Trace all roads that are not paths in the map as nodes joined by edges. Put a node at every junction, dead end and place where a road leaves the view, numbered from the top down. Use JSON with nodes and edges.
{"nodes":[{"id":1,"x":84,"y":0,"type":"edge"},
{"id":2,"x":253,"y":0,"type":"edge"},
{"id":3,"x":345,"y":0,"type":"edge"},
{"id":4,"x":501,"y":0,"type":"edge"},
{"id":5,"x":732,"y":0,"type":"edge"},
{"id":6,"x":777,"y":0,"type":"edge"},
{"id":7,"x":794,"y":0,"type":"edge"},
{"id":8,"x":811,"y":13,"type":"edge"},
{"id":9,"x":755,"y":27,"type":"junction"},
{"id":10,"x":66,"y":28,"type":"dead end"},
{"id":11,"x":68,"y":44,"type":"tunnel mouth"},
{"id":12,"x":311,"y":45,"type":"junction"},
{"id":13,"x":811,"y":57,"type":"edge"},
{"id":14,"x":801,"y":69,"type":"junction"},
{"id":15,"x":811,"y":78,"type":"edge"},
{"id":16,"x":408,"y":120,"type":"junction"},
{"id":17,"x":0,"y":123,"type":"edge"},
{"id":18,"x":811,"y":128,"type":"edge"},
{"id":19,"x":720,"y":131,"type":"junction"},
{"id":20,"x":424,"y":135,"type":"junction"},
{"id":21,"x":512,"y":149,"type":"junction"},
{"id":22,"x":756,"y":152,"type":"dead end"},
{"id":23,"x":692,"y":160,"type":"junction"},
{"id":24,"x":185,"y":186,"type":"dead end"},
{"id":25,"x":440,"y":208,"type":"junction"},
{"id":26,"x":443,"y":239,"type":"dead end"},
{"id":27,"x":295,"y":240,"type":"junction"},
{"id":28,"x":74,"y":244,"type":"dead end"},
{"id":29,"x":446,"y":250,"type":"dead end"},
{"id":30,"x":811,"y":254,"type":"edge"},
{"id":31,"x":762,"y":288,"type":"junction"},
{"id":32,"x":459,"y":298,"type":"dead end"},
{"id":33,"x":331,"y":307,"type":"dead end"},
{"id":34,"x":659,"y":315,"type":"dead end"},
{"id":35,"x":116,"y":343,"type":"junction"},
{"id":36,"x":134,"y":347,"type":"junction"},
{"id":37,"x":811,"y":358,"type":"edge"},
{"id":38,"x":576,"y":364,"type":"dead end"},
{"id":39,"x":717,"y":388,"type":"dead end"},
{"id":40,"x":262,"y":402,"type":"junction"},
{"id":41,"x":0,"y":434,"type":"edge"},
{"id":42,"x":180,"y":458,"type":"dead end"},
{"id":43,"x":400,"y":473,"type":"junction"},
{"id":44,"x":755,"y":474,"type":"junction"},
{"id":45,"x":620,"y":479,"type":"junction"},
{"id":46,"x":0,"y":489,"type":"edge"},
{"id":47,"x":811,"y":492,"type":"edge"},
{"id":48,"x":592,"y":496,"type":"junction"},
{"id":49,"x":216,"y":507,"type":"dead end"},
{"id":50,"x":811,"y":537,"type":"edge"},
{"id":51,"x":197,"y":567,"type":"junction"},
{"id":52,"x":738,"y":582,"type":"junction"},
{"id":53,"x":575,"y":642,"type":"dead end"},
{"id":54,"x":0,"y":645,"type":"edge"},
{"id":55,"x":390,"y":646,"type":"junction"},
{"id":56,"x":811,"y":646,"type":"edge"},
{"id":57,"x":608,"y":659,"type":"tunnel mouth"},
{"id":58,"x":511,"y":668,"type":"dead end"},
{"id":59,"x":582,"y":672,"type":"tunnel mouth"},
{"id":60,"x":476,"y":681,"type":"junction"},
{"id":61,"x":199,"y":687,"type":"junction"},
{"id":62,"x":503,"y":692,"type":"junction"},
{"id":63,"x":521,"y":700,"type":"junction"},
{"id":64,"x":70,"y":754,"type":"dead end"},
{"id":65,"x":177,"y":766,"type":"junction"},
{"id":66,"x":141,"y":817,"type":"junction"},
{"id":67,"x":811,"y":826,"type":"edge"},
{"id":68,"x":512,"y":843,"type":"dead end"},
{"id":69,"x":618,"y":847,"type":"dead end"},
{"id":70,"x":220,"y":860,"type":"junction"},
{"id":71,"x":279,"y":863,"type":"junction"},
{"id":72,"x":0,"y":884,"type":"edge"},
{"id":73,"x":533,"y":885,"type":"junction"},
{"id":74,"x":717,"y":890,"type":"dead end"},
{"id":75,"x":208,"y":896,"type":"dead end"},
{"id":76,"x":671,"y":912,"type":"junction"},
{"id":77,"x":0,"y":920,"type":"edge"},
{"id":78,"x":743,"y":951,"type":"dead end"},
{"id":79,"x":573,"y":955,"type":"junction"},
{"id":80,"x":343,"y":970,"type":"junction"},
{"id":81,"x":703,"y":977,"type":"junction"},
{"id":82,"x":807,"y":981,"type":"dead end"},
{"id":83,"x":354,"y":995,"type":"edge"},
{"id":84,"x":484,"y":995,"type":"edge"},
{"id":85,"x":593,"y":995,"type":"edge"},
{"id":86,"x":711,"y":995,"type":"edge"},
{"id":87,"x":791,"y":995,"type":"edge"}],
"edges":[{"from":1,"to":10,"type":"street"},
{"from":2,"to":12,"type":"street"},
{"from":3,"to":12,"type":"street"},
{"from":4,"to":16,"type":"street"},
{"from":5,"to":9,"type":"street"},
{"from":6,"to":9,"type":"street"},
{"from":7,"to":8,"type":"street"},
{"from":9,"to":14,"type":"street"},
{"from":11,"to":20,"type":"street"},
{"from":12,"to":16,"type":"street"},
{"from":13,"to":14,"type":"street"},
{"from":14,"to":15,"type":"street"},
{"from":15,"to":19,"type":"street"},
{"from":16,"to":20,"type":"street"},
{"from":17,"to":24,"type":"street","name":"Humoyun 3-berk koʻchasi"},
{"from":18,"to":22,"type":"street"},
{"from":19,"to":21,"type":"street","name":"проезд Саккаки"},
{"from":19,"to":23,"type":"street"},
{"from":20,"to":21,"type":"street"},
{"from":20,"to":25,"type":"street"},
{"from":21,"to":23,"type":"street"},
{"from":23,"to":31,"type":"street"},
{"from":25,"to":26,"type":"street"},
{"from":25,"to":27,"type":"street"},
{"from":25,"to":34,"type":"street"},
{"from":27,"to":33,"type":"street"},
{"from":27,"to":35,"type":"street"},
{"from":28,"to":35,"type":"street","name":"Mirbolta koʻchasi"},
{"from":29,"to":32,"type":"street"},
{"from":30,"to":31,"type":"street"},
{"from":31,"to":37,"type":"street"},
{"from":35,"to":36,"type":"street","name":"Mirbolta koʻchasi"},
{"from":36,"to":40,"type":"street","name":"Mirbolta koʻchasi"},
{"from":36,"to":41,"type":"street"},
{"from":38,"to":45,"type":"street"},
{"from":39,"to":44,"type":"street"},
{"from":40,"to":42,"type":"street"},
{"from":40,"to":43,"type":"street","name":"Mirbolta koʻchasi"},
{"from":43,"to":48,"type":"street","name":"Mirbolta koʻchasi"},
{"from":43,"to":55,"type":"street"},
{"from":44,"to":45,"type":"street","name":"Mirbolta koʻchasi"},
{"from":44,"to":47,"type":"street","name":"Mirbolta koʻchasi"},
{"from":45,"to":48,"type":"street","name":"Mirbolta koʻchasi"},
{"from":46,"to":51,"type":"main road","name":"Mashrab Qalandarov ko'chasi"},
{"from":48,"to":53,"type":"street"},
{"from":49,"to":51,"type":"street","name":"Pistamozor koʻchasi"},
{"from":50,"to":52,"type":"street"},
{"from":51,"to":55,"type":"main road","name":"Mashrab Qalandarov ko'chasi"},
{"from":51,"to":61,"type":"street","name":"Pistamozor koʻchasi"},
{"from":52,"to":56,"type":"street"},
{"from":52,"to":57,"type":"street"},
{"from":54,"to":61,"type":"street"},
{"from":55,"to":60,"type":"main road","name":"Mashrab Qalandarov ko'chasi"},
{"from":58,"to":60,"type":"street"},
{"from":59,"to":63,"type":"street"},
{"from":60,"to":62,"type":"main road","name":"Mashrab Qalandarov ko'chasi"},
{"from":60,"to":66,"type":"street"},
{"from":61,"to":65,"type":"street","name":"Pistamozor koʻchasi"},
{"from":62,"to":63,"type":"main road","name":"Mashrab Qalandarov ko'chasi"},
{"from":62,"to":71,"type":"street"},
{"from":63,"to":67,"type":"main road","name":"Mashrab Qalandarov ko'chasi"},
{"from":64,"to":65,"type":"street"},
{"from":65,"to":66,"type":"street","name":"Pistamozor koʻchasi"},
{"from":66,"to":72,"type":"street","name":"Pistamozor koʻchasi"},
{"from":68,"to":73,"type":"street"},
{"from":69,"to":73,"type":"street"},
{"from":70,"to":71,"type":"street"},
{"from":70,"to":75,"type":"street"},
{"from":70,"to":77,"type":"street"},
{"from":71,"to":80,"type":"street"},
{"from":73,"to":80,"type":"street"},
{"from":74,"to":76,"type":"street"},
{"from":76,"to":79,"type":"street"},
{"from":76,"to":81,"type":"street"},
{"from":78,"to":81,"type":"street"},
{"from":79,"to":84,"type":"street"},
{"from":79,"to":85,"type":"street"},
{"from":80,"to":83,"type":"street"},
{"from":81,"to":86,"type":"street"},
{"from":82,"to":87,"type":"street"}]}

────────

> Brief: Across the records above, return every line that contains the word "Mashrab".

> Your solution:
{"from":46,"to":51,"type":"main road","name":"Mashrab Qalandarov ko'chasi"},
{"from":51,"to":55,"type":"main road","name":"Mashrab Qalandarov ko'chasi"},
{"from":55,"to":60,"type":"main road","name":"Mashrab Qalandarov ko'chasi"},
{"from":60,"to":62,"type":"main road","name":"Mashrab Qalandarov ko'chasi"},
{"from":62,"to":63,"type":"main road","name":"Mashrab Qalandarov ko'chasi"},
{"from":63,"to":67,"type":"main road","name":"Mashrab Qalandarov ko'chasi"},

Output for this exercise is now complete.